Work to be completed: Restate the data below word for word, keeping each line intact.

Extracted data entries
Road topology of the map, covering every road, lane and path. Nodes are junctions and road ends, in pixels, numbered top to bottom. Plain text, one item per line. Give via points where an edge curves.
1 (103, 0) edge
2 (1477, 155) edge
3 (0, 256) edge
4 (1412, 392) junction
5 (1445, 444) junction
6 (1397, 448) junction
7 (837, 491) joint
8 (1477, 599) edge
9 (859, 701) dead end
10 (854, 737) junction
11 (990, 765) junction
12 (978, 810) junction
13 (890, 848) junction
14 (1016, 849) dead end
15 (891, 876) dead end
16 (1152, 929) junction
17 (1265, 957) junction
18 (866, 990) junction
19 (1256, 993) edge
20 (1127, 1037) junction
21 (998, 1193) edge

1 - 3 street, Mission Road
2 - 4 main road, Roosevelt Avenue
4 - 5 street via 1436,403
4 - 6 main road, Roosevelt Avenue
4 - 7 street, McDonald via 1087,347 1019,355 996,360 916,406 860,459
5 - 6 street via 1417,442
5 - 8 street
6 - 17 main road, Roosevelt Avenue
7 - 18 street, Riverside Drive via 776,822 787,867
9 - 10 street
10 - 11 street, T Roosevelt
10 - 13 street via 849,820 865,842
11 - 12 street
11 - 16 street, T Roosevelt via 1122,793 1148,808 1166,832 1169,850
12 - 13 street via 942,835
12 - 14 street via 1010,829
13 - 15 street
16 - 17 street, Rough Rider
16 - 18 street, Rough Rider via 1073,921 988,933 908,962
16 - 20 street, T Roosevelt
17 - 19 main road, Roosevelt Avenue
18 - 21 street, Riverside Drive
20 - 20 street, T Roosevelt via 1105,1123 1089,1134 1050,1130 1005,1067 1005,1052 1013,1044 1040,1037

Exercise output:
Road topology of the map, covering every road, lane and path. Nodes are junctions and road ends, in pixels, numbered top to bottom. Plain text, one item per line. Give via points where an edge curves.
1 (103, 0) edge
2 (1477, 155) edge
3 (0, 256) edge
4 (1412, 392) junction
5 (1445, 444) junction
6 (1397, 448) junction
7 (837, 491) joint
8 (1477, 599) edge
9 (859, 701) dead end
10 (854, 737) junction
11 (990, 765) junction
12 (978, 810) junction
13 (890, 848) junction
14 (1016, 849) dead end
15 (891, 876) dead end
16 (1152, 929) junction
17 (1265, 957) junction
18 (866, 990) junction
19 (1256, 993) edge
20 (1127, 1037) junction
21 (998, 1193) edge

1 - 3 street, Mission Road
2 - 4 main road, Roosevelt Avenue
4 - 5 street via 1436,403
4 - 6 main road, Roosevelt Avenue
4 - 7 street, McDonald via 1087,347 1019,355 996,360 916,406 860,459
5 - 6 street via 1417,442
5 - 8 street
6 - 17 main road, Roosevelt Avenue
7 - 18 street, Riverside Drive via 776,822 787,867
9 - 10 street
10 - 11 street, T Roosevelt
10 - 13 street via 849,820 865,842
11 - 12 street
11 - 16 street, T Roosevelt via 1122,793 1148,808 1166,832 1169,850
12 - 13 street via 942,835
12 - 14 street via 1010,829
13 - 15 street
16 - 17 street, Rough Rider
16 - 18 street, Rough Rider via 1073,921 988,933 908,962
16 - 20 street, T Roosevelt
17 - 19 main road, Roosevelt Avenue
18 - 21 street, Riverside Drive
20 - 20 street, T Roosevelt via 1105,1123 1089,1134 1050,1130 1005,1067 1005,1052 1013,1044 1040,1037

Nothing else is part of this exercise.